2 Replies Latest reply: Aug 10, 2011 10:41 PM by 830591 RSS

    SSLv2Hello support with SunPKCS11/NSS in FIPS mode

    843811
      Does anyone know if there is a way to enable support for SSLv2Hello when the JRE is configured to use a FIPS crypto module?

      I have an NSS database running in FIPS mode, plugged into my JRE via the following lines in my java.security file:
      security.provider.1=sun.security.pkcs11.SunPKCS11 C:/nss-pkcs11-test/nss-pkcs11.cfg
      security.provider.4=com.sun.net.ssl.internal.ssl.Provider SunPKCS11-NSSFIPS
      nss-pkcs11.cfg:
      name=NSSFIPS
      nssLibraryDirectory=C:\nss-3.11.4\lib
      nssSecmodDirectory=C:\nss-pkcs11-test
      nssDbMode=readOnly
      nssModule=fips
      and keystore/truststore config in the SSL connector in Tomcat's server.xml:
          <!-- TEST NSS PKCS11 MODULE -->
          <Connector port="8443" protocol="HTTP/1.1" SSLEnabled="true"
                     maxThreads="150" scheme="https" secure="true"
                   keystoreFile=""
                   keystoreType="PKCS11"
                   keystoreProvider="SunPKCS11-NSSFIPS"
                   keystorePass="nsspassword"
                   truststoreFile=""
                   truststoreType="PKCS11"
                   truststoreProvider="SunPKCS11-NSSFIPS"
                   truststorePass="nsspassword"
                     clientAuth="true" sslProtocol="TLS" />
      I've tried setting -Dhttps.protocols=TLSv1,SSLv2Hello, but that doesn't seem to make any difference. Currently the only way I can get things working is to disable SSLv2 in the browser, which is less than ideal in terms of user base support.

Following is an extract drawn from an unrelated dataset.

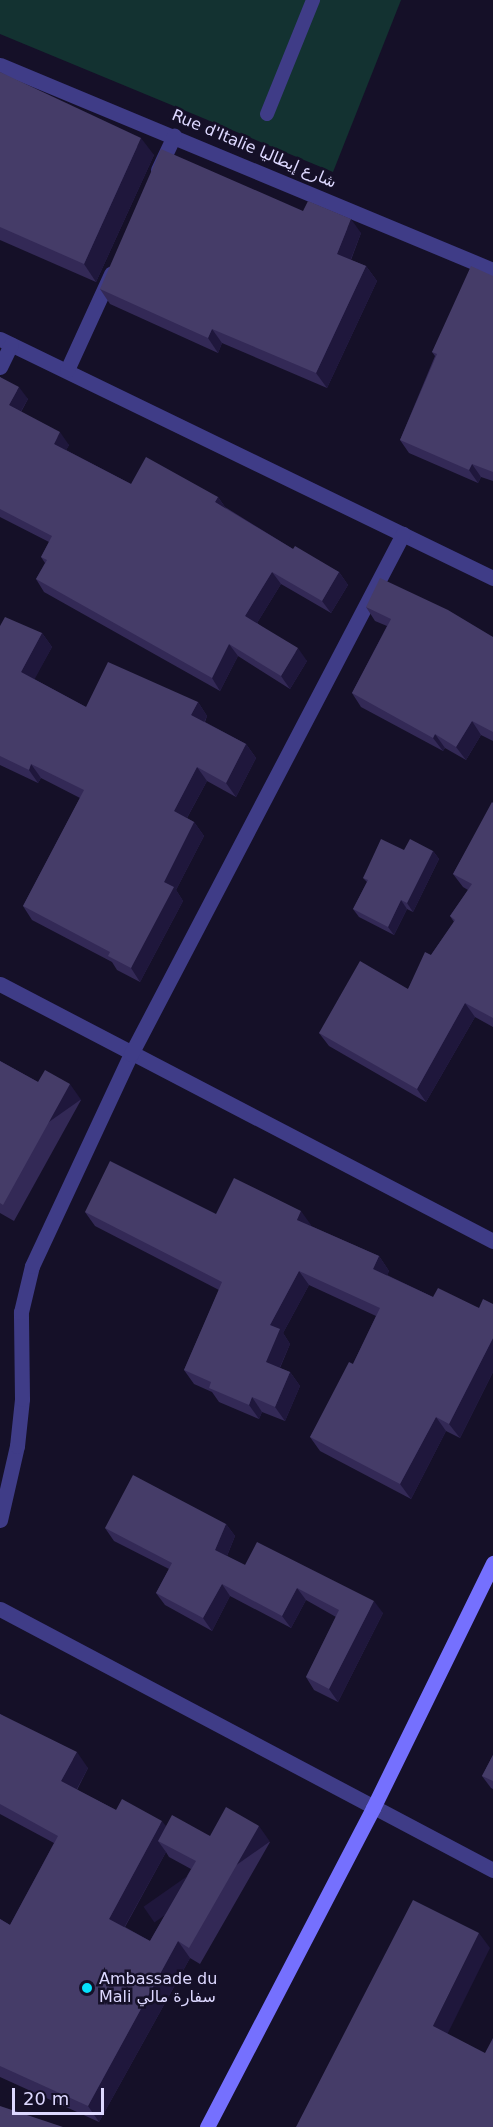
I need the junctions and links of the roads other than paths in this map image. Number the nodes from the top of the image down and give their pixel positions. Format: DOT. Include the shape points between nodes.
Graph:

Without SSLv2 disabled in the browser, I see the following error in my logs and am unable to establish the SSL connection with the server:

      http-8443-1, handling exception: javax.net.ssl.SSLHandshakeException: SSLv2Hello is disabled

      I understand that SSLv2 is not (and should not be) supported in FIPS mode, but it seems like when you have a browser client that supports TLS but sends an SSLv2Hello by default, the server (in my case, Tomcat 6 using the aforementioned JRE) should be smart enough to renegotiate the connection to TLS.

      Any thoughts would be appreciated!